▶ [The task]: Check every line of the entries below for the word "linecap". Then give the number of lines that have it, with nothing added.

▶ [Material shown]:

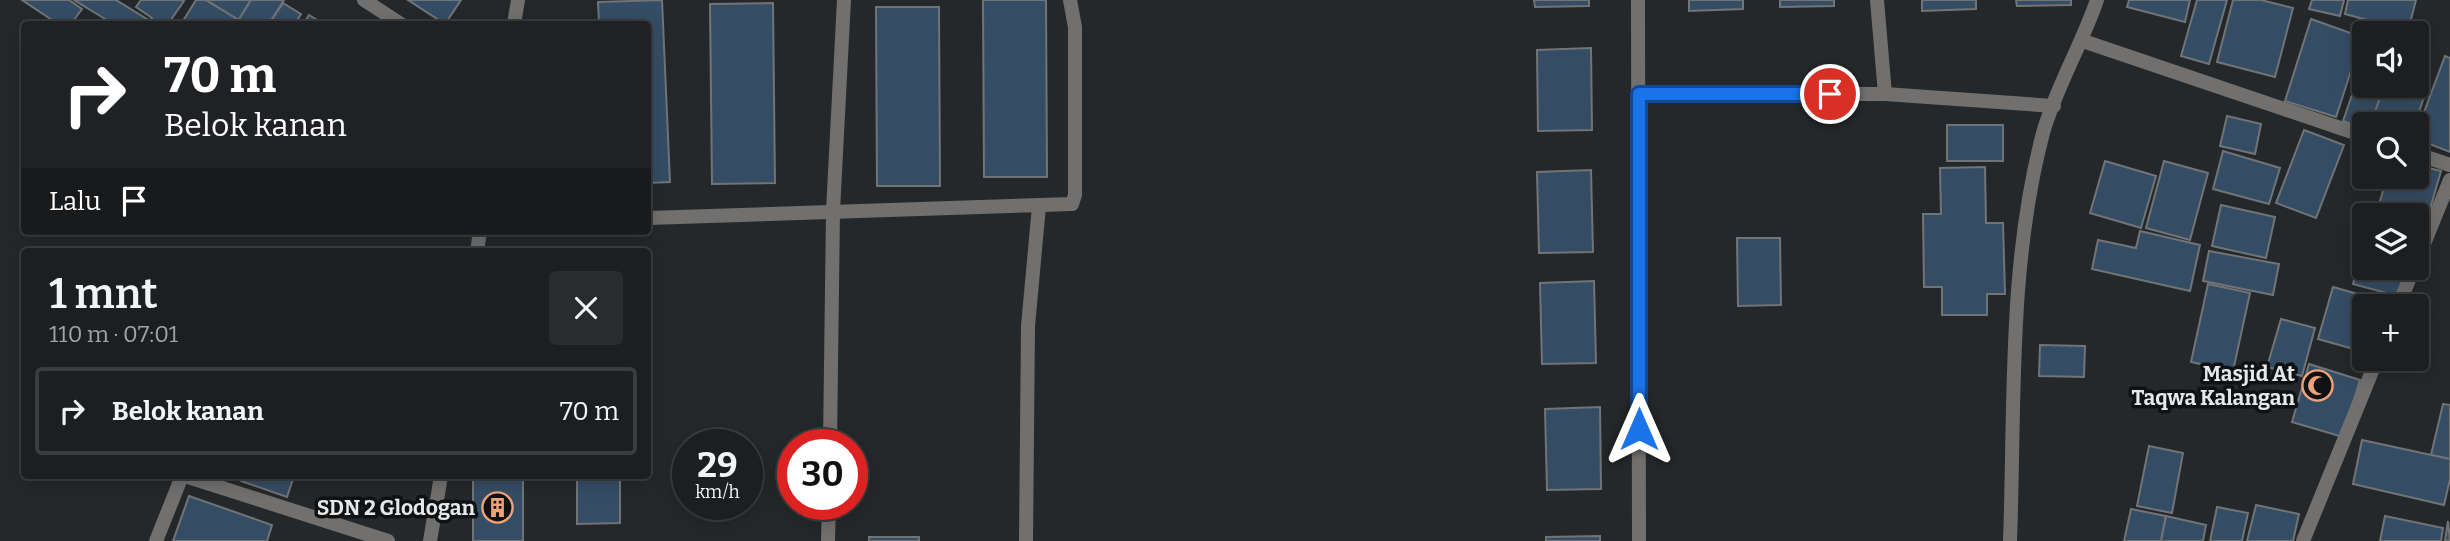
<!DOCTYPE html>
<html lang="id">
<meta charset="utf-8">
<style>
body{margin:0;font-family:Bitter,serif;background:#292b2d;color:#f1f3f6;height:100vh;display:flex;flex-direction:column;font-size:26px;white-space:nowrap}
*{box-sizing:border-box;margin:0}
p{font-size:23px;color:#a0a2a5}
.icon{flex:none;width:38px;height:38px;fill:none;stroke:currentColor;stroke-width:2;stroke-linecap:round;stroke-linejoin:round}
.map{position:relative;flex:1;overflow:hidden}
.sheet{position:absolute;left:21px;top:248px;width:630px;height:231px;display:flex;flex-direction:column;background:#1c1e20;border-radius:7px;box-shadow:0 4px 18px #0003,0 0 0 2px #3a3c3e}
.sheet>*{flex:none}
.guide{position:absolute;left:21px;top:21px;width:630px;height:214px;border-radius:7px;box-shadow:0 4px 18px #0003,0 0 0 2px #3a3c3e;background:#202124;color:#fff;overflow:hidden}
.tools{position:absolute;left:2352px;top:21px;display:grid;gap:14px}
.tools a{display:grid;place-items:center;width:77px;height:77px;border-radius:7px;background:#1c1e20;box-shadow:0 4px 18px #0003,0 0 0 2px #3a3c3e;font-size:35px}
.speed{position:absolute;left:672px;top:429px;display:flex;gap:14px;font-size:35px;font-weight:700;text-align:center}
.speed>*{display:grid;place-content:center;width:91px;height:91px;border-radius:50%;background:#1c1e20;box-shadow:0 4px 18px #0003,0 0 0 2px #3a3c3e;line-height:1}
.speed small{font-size:18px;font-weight:400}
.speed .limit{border:10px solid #d22;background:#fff;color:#111}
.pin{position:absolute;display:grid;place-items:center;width:60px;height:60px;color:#fff;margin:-30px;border:4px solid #fff;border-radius:50%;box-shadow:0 2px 7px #0007}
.me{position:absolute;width:77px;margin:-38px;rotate:0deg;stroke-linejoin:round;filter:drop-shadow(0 0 5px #0008)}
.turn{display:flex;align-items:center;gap:24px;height:147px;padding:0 28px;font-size:32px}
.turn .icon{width:91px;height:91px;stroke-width:2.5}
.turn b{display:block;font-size:49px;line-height:60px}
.then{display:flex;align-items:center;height:66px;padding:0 28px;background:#0003;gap:14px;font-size:26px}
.round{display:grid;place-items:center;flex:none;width:74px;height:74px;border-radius:7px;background:#292b2d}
.headline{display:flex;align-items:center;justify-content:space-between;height:119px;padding:0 28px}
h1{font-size:42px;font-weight:600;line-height:52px}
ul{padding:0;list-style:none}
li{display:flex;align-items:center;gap:21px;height:88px;margin:0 14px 10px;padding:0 14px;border:4px solid #3a3c3e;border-radius:7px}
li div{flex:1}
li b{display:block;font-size:26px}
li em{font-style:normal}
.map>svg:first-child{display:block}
.building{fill:#354d64;stroke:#717477;stroke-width:2}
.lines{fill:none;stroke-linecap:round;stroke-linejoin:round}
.service{stroke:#71706f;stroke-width:14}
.minor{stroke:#71706f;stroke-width:14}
.route-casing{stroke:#114b97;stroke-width:18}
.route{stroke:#1a73e8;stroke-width:12}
.labels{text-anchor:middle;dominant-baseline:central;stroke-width:7;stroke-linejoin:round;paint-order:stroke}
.poi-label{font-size:21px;font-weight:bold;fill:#e5e7e9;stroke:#0f1112;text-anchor:end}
</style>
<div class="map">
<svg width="2450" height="541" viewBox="0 0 2450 541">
<rect width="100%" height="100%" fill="#25282a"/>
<!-- building -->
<g class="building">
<polygon points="22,0 69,0 82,9 71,24 58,24"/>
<polygon points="74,0 116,0 147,19 144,24 101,24 105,19"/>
<polygon points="141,0 182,0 184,1 168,24 147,24 152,18 136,7"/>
<polygon points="196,0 206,0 239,20 236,24 181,24"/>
<polygon points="206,0 251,0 239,20"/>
<polygon points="251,0 284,0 269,24 236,24"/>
<polygon points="408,0 461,0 445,24"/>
<polygon points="662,0 670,182 648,183 648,24 599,24 598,2"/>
<polygon points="983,0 1046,0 1047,177 984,177"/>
<polygon points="1534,0 1589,0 1589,6 1535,7"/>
<polygon points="1689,0 1743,0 1743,9 1689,11"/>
<polygon points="1780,0 1834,0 1834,6 1780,7"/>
<polygon points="1922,0 1976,0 1976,9 1922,11"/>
<polygon points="2016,0 2071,0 2071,5 2017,6"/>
<polygon points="2129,0 2190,0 2185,22 2127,7"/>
<polygon points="2197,0 2227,0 2209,64 2181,56"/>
<polygon points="2233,0 2261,0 2293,8 2275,77 2217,62"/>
<polygon points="2312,0 2344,0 2340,16 2309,9"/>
<polygon points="2348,0 2416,0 2408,31 2345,14"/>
<polygon points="283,3 301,14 295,24 269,24"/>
<polygon points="773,3 775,183 712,184 710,4"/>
<polygon points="876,7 939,7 940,186 877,186"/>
<polygon points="309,15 324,24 303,24"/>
<polygon points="2311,19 2362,37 2336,117 2285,101"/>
<polygon points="1591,48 1592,130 1538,131 1537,50"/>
<polygon points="2445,56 2450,58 2450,152 2417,139 2417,131"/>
<polygon points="2362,66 2364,86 2384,86 2371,124 2364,124 2364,128 2343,121"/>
<polygon points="2417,84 2427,88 2415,124 2371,124 2384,86"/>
<polygon points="2227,116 2261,124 2255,154 2220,146"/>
<rect x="1947" y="125" width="56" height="36"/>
<polygon points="2304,130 2344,145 2316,218 2276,203"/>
<polygon points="2223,151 2280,168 2269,204 2213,189"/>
<polygon points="2105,161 2156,176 2141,228 2090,213"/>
<polygon points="2164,161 2208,173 2190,240 2146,228"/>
<polygon points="2417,165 2441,171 2421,240 2417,239 2417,215 2376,215 2387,177 2417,177"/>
<polygon points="1985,167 1986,223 2003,223 2005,294 1987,294 1987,315 1942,315 1942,287 1924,287 1923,214 1941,214 1940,168"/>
<polygon points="1591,170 1593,252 1539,253 1537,172"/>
<polygon points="2221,205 2275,217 2266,258 2212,246"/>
<polygon points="2140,231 2200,245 2190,291 2092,269 2098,240 2136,248"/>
<polygon points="1737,238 1780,238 1781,305 1738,306"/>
<polygon points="2364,244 2364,268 2406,268 2398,296 2353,284"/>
<polygon points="2209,251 2279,264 2273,295 2203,281"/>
<polygon points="1594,281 1596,363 1542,364 1540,283"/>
<polygon points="2208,284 2250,293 2233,371 2191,362"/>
<polygon points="2333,287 2379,300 2378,306 2364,306 2364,352 2318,339"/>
<polygon points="2281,319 2315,328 2302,376 2267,367"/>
<polygon points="2040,345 2085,346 2084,377 2039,376"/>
<polygon points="2309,364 2360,380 2343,437 2292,422"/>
<polygon points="2443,404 2450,405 2450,459 2431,455"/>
<polygon points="1600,407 1601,489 1547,490 1545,409"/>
<polygon points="2362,440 2450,459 2450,479 2444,505 2353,484"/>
<polygon points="2149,446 2183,453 2172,513 2137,506"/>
<polygon points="242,476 294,476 287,497 241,481"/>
<rect x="473" y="476" width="50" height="65"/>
<polygon points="577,476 620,476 620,523 577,524"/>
<polygon points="189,496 272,525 267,541 173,541"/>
<polygon points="2256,505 2299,514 2293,541 2247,541"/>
<polygon points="2217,507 2248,513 2242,541 2210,541"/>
<polygon points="2131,509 2166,516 2161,541 2124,541"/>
<polygon points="2166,516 2206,525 2203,541 2161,541"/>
<polygon points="2385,516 2443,528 2441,541 2380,541"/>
<polygon points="2448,521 2450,541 2445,541"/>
<polygon points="1600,536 1600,541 1546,541 1546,537"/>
<rect x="869" y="537" width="50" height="4"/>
</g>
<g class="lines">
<!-- service -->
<polyline class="service" points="1026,541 1028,326 1039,206"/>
<!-- minor -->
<g class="minor">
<polyline points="364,0 401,24"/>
<polyline points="1638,0 1639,541"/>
<polyline points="1877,0 1885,94"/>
<polyline points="514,24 518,0"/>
<polyline points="2083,41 2364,136"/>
<polyline points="1639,94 1885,94 2054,106"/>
<polyline points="2417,154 2450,165"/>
<polyline points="648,218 1072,204 1075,195 1075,27 1070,0"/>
<polyline points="477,252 480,231"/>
<polyline points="2417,261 2450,180"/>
<polyline points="2398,306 2414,268"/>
<polyline points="830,444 833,211 844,0"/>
<polyline points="185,476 388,541"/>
<polyline points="156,541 182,476"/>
<polyline points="430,541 441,476"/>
<polyline points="828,541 829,504"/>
<path d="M2010,541C2015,406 2008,265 2043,133C2055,90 2082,44 2097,0"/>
<polyline points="2303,541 2377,359"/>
</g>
</g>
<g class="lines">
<defs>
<polyline id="route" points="1639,429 1639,94 1830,94"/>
</defs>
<!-- route casing -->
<use href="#route" class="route-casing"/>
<!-- route -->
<use href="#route" class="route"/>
</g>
<!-- icons -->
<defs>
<symbol id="mosque-ring" viewBox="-11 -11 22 22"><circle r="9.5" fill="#0f1112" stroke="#f0a27a" stroke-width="1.5"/><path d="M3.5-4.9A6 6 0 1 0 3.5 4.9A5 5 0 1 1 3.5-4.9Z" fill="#f0a27a"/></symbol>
<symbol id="building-ring" viewBox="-11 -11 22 22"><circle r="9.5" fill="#0f1112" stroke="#f0a27a" stroke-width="1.5"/><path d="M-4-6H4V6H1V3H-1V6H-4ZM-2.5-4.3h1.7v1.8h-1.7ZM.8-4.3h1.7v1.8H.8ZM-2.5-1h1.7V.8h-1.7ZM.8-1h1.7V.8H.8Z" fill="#f0a27a"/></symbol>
</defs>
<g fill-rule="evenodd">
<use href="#mosque-ring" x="2300" y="368" width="35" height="35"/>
<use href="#building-ring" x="480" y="490" width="35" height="35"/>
</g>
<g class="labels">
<!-- poi labels -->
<g class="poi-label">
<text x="2295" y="374">Masjid At<tspan x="2295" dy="24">Taqwa Kalangan</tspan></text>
<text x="475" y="508">SDN 2 Glodogan</text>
</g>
</g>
</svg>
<div class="tools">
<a><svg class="icon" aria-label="sound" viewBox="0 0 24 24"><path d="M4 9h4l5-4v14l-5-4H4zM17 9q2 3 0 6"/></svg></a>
<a><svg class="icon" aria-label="search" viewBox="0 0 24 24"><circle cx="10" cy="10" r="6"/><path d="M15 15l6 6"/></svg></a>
<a><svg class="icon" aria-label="layers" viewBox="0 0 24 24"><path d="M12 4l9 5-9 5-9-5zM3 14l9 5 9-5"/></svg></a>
<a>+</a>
</div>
<div class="speed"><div>29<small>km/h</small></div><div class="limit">30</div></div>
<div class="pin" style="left:1830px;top:94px;background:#d93025"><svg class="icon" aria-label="arrive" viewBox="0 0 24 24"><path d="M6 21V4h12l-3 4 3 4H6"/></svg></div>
<svg class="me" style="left:1639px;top:429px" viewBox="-20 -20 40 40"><path d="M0-17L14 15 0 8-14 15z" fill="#1a73e8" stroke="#fff" stroke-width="4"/></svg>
<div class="guide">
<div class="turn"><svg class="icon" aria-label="right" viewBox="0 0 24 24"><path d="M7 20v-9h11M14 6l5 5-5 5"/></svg><div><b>70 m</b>Belok kanan</div></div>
<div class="then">Lalu<svg class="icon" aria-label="arrive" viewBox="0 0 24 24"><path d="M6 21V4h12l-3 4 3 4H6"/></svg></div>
</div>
<section class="sheet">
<div class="headline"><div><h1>1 mnt</h1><p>110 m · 07:01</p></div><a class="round"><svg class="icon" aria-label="close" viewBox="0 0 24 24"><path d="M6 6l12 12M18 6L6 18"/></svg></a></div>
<ul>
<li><svg class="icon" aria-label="right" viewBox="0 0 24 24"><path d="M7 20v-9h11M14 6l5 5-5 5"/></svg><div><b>Belok kanan</b></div><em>70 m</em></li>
</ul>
</section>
</div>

▶ [Answer box]: 2